Go through the entries below and collect each line with the string "Leeward" in it.

--- Records to use Enclosed Below ---

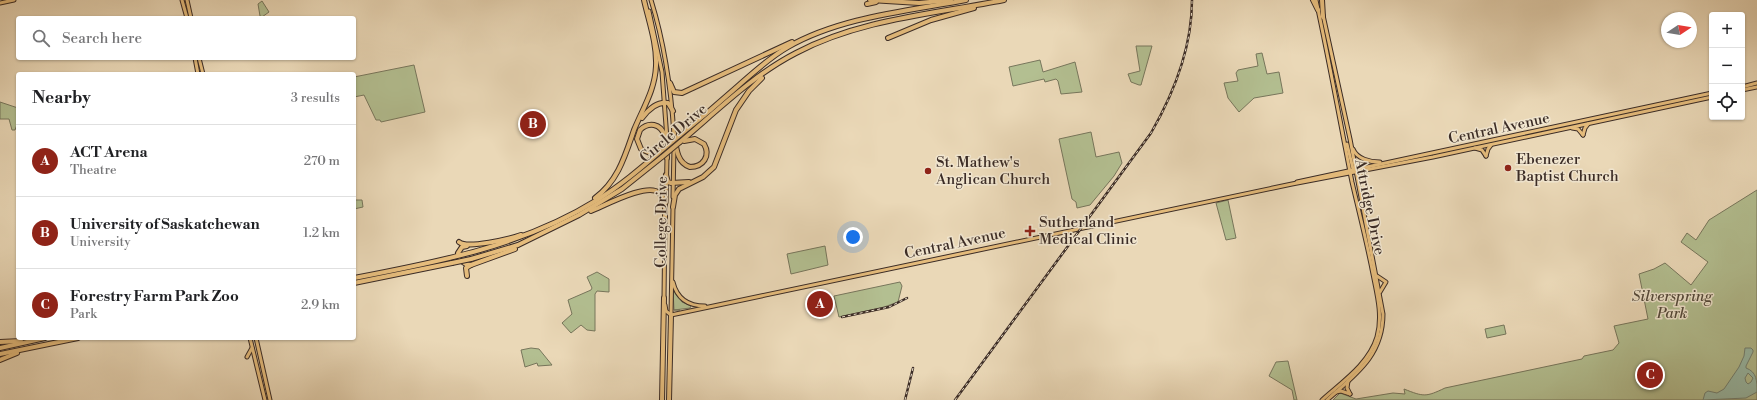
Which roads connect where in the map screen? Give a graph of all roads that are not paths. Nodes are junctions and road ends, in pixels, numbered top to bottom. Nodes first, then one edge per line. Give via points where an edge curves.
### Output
1 (14, 0) edge
2 (182, 0) edge
3 (187, 0) edge
4 (645, 0) edge
5 (651, 0) edge
6 (870, 0) edge
7 (882, 0) edge
8 (951, 0) edge
9 (966, 0) edge
10 (1004, 0) edge
11 (1314, 0) edge
12 (1321, 0) edge
13 (0, 3) edge
14 (991, 3) junction
15 (867, 4) dead end
16 (1318, 10) joint
17 (186, 16) edge
18 (191, 16) edge
19 (1323, 17) joint
20 (819, 32) junction
21 (893, 36) junction
22 (888, 38) dead end
23 (893, 42) dead end
24 (795, 53) junction
25 (195, 60) edge
26 (200, 60) edge
27 (198, 72) edge
28 (202, 72) edge
29 (670, 83) junction
30 (1757, 83) edge
31 (1745, 86) edge
32 (1757, 87) edge
33 (1745, 89) edge
34 (1709, 94) edge
35 (1709, 98) edge
36 (665, 102) junction
37 (673, 111) junction
38 (1589, 123) junction
39 (1569, 128) junction
40 (634, 133) junction
41 (674, 133) junction
42 (1344, 135) junction
43 (1350, 139) junction
44 (681, 143) junction
45 (1492, 144) junction
46 (1473, 148) junction
47 (662, 149) junction
48 (665, 158) junction
49 (1348, 158) junction
50 (1384, 162) junction
51 (1353, 170) junction
52 (1366, 170) junction
53 (1341, 174) junction
54 (666, 176) junction
55 (696, 180) junction
56 (674, 183) junction
57 (1353, 183) junction
58 (1358, 186) junction
59 (673, 207) junction
60 (582, 208) junction
61 (579, 215) junction
62 (665, 217) junction
63 (529, 234) junction
64 (532, 239) junction
65 (459, 242) dead end
66 (471, 244) junction
67 (458, 253) dead end
68 (459, 260) dead end
69 (471, 265) junction
70 (672, 270) junction
71 (356, 276) edge
72 (467, 276) dead end
73 (1376, 276) junction
74 (356, 284) edge
75 (1380, 293) junction
76 (664, 298) junction
77 (710, 306) junction
78 (671, 315) junction
79 (663, 337) junction
80 (37, 340) joint
81 (68, 340) edge
82 (250, 340) edge
83 (256, 340) edge
84 (0, 342) edge
85 (58, 342) junction
86 (252, 346) junction
87 (0, 348) edge
88 (0, 354) edge
89 (247, 356) dead end
90 (0, 360) edge
91 (1348, 381) junction
92 (1334, 393) junction
93 (265, 400) edge
94 (270, 400) edge
95 (662, 400) edge
96 (669, 400) edge
97 (1322, 400) edge
98 (1327, 400) edge

1 - 13 main road
2 - 17 main road
3 - 18 main road
4 - 36 main road, College Drive via 660,57
4 - 40 highway via 655,44 656,67 651,94
5 - 29 main road, College Drive
6 - 7 highway
7 - 8 highway via 919,3
7 - 15 highway
9 - 20 highway, Circle Drive via 857,21
10 - 14 highway, Circle Drive
11 - 16 highway
12 - 19 highway
14 - 21 highway via 931,20
14 - 24 highway, Circle Drive via 856,28
16 - 42 main road, Attridge Drive
19 - 43 main road, Attridge Drive
20 - 29 highway via 682,93 674,92
20 - 47 highway, Circle Drive, bridge via 788,47 761,65
21 - 22 highway
21 - 23 highway
24 - 44 highway, Circle Drive via 759,77
24 - 55 highway via 771,70 749,91 730,122 715,163 706,175
25 - 27 main road
26 - 28 main road
29 - 37 main road, College Drive
30 - 31 main road
32 - 33 main road
34 - 50 main road, Central Avenue
35 - 38 main road, Central Avenue
36 - 37 highway
36 - 40 highway via 648,111
36 - 48 main road, College Drive
37 - 41 main road, College Drive
38 - 39 main road, Central Avenue
38 - 39 main road via 1583,135 1578,130
39 - 45 main road, Central Avenue
40 - 60 highway via 614,178 601,194
41 - 44 highway via 678,155 685,164 690,167 697,166 705,160 706,147 700,140 690,139
41 - 56 main road, College Drive
42 - 49 main road, Attridge Drive
42 - 51 main road
43 - 50 main road via 1358,156
43 - 51 main road, Attridge Drive
44 - 48 highway, Circle Drive, bridge
45 - 46 main road, Central Avenue
45 - 46 main road via 1486,156 1482,150
46 - 52 main road, Central Avenue
47 - 48 highway via 650,153 641,149 637,140 640,130 648,125 660,128 665,137
47 - 60 highway, Circle Drive via 620,184
48 - 54 main road, College Drive
48 - 61 highway, Circle Drive via 610,198
49 - 51 main road, Attridge Drive
49 - 53 main road via 1346,168
50 - 51 main road, Central Avenue
51 - 52 main road, Central Avenue
51 - 53 main road, Central Avenue
51 - 57 main road, Attridge Drive
51 - 58 main road, Attridge Drive
52 - 58 main road via 1359,176
53 - 57 main road
53 - 77 main road, Central Avenue
54 - 56 highway via 668,182
54 - 62 main road, College Drive
55 - 56 highway
55 - 59 highway via 679,189
56 - 59 main road, College Drive
57 - 97 main road, Attridge Drive via 1379,308 1378,330 1374,345 1363,362
58 - 73 main road, Attridge Drive
59 - 70 main road, College Drive
60 - 63 highway, Circle Drive
61 - 62 highway via 640,191 650,190 662,196
61 - 64 highway, Circle Drive
62 - 76 main road, College Drive
63 - 66 highway
63 - 71 highway, Circle Drive via 471,253
64 - 69 highway via 511,251
64 - 74 highway, Circle Drive, bridge via 503,251
65 - 66 highway
66 - 67 highway via 462,247
68 - 69 highway
69 - 72 highway via 466,268
70 - 77 main road via 676,292 685,302 696,306
70 - 78 main road, College Drive
73 - 75 main road, Attridge Drive
73 - 75 main road via 1386,282
75 - 91 main road, Attridge Drive via 1383,318 1380,339 1371,356
76 - 78 main road via 666,311
76 - 79 highway, College Drive
77 - 78 main road, Central Avenue
78 - 79 highway via 666,319
78 - 96 highway, College Drive
79 - 95 highway, College Drive
80 - 84 highway
80 - 87 highway
81 - 85 highway
82 - 86 main road
83 - 94 main road
85 - 88 highway
85 - 90 highway
86 - 89 main road
86 - 93 main road
91 - 92 main road, Attridge Drive
91 - 92 main road via 1347,388 1350,394 1341,391
92 - 98 main road, Attridge Drive

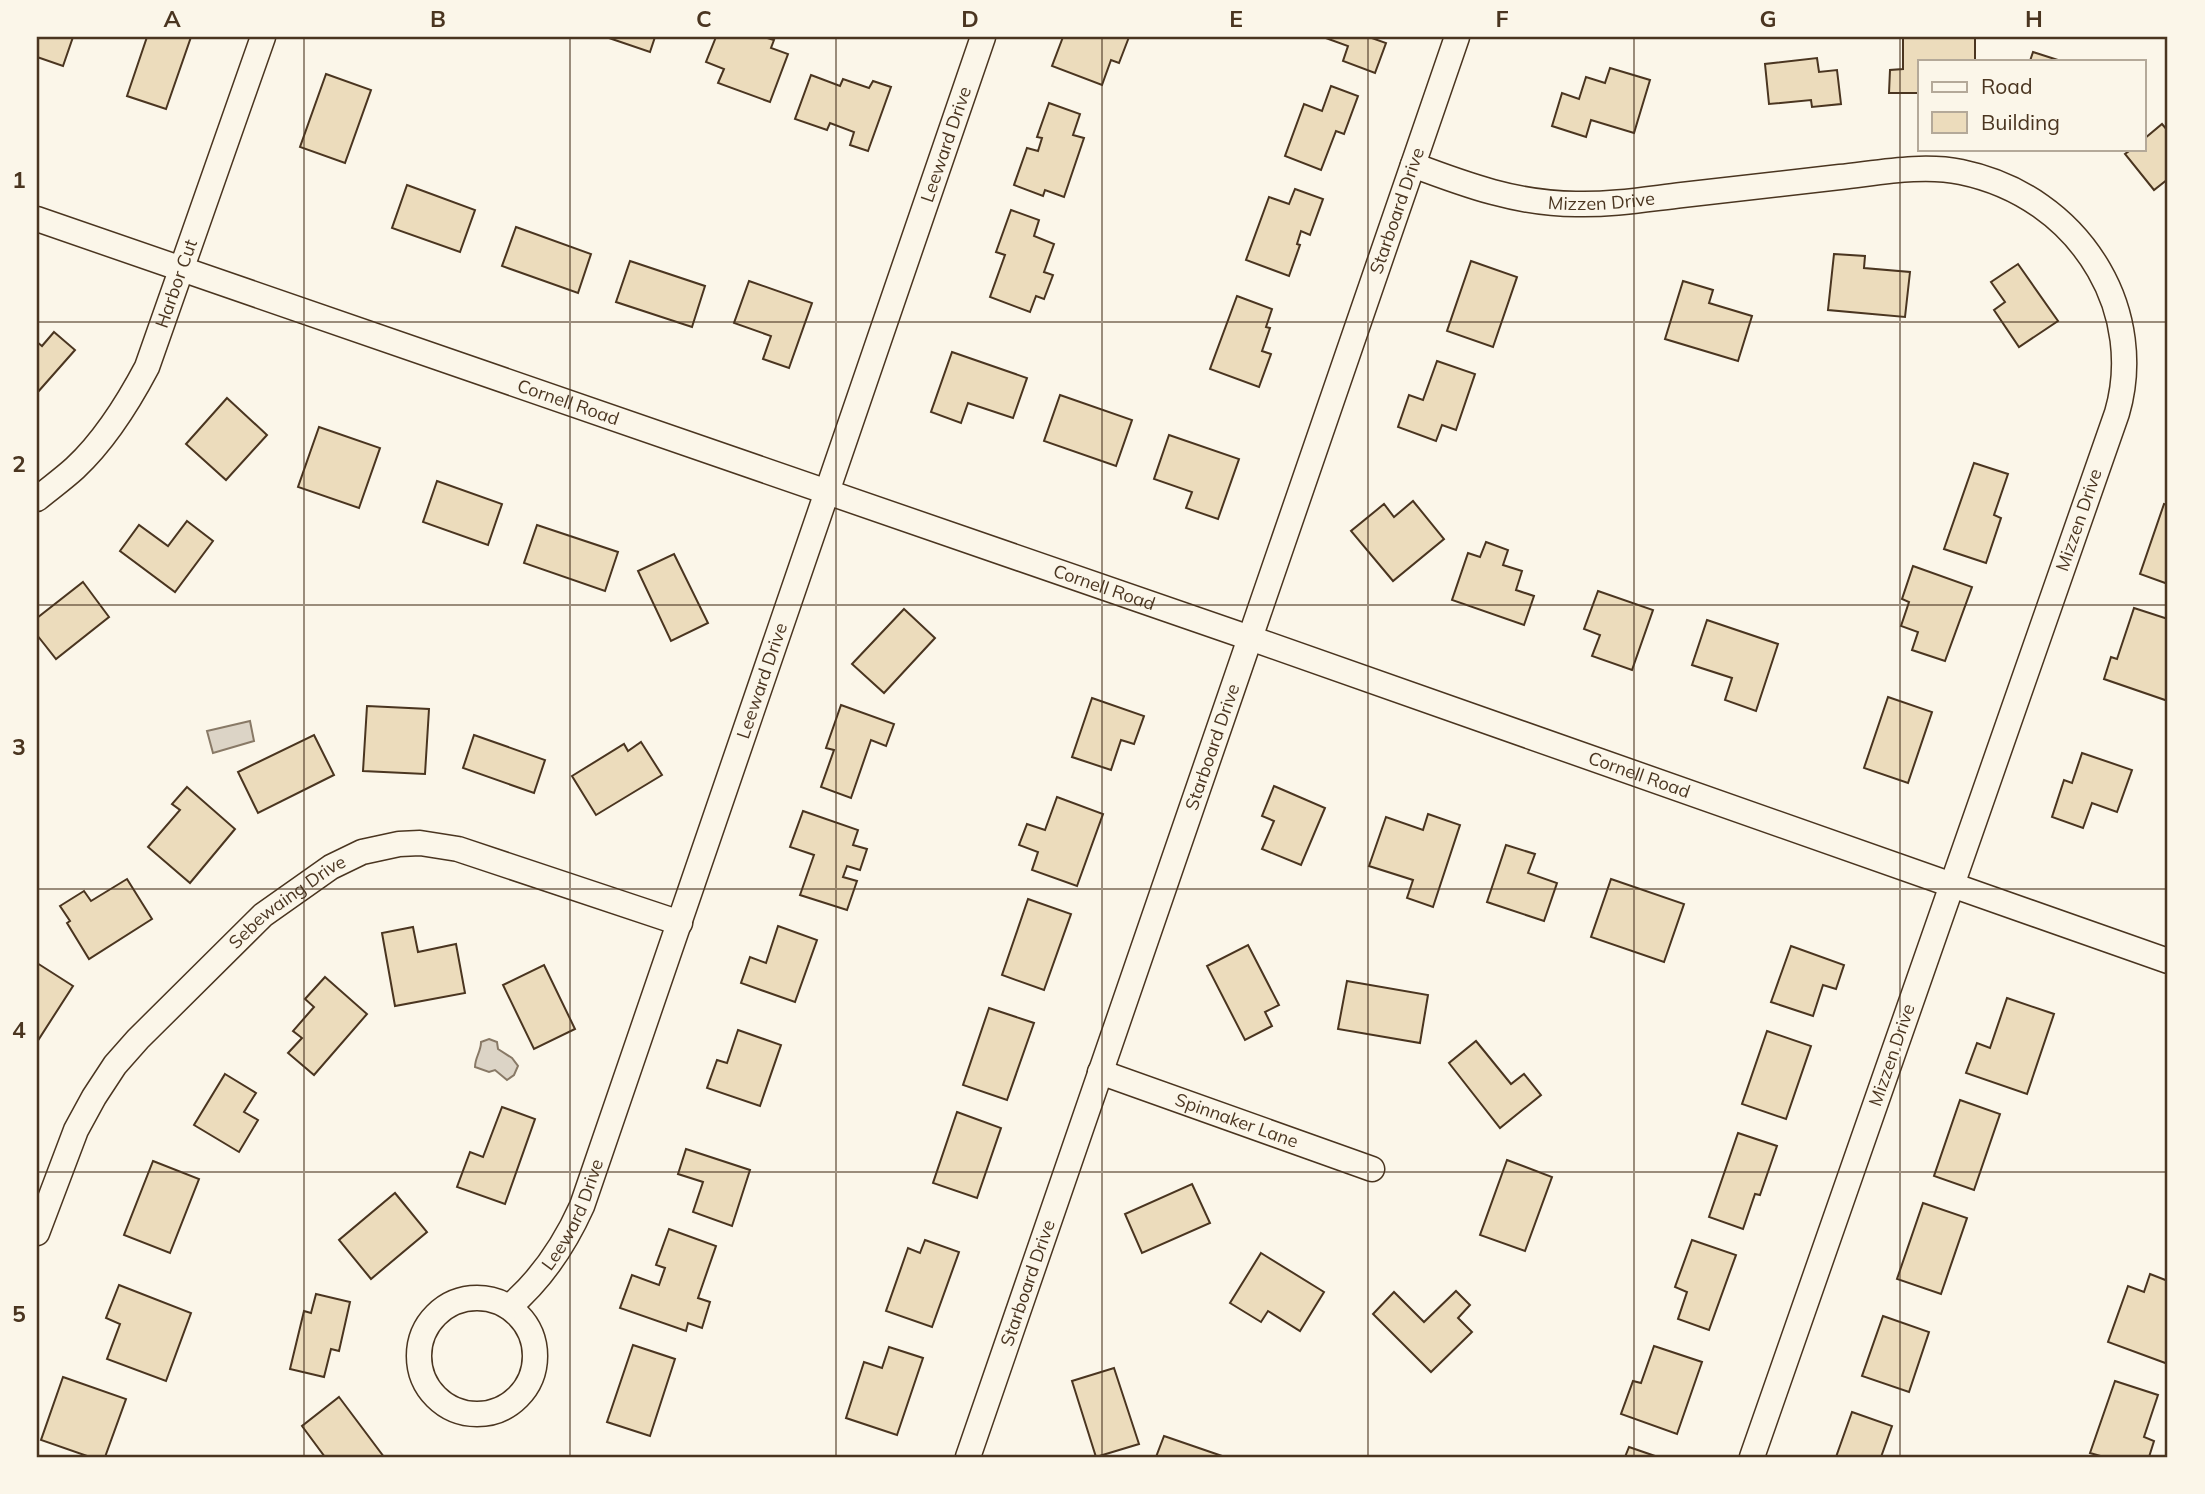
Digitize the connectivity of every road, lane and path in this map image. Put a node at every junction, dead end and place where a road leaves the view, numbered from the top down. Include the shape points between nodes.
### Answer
1 (262, 37) edge
2 (983, 37) edge
3 (1457, 37) edge
4 (1413, 165) junction
5 (37, 219) edge
6 (183, 270) junction
7 (828, 492) junction
8 (37, 499) edge
9 (1250, 638) junction
10 (1950, 886) junction
11 (680, 923) junction
12 (2168, 961) edge
13 (1100, 1072) junction
14 (1372, 1169) dead end
15 (37, 1233) edge
16 (509, 1307) junction
17 (968, 1457) edge
18 (1752, 1457) edge

1 - 6 street, Harbor Cut
2 - 7 street, Leeward Drive
3 - 4 street, Starboard Drive
4 - 9 street, Starboard Drive
4 - 10 street, Mizzen Drive via 1492,193 1575,204 1897,170 1958,171 1997,183 2045,207 2078,239 2115,304 2123,352 2122,394
5 - 6 street, Cornell Road
6 - 7 street, Cornell Road
6 - 8 street, Harbor Cut via 148,367 132,395 90,452
7 - 9 street, Cornell Road
7 - 11 street, Leeward Drive
9 - 10 street, Cornell Road
9 - 13 street, Starboard Drive
10 - 12 street, Cornell Road
10 - 18 street, Mizzen Drive
11 - 15 street, Sebewaing Drive via 439,845 379,847 347,859 263,915 130,1048 76,1130
11 - 16 street, Leeward Drive via 582,1206 544,1272
13 - 14 street, Spinnaker Lane
13 - 17 street, Starboard Drive
16 - 16 street via 481,1298 465,1299 444,1308 428,1324 421,1338 419,1368 424,1382 444,1405 458,1412 488,1414 509,1405 525,1389 532,1375 534,1345 529,1330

--- End of Enclosed Records to use ---

### Task result
2 - 7 street, Leeward Drive
7 - 11 street, Leeward Drive
11 - 16 street, Leeward Drive via 582,1206 544,1272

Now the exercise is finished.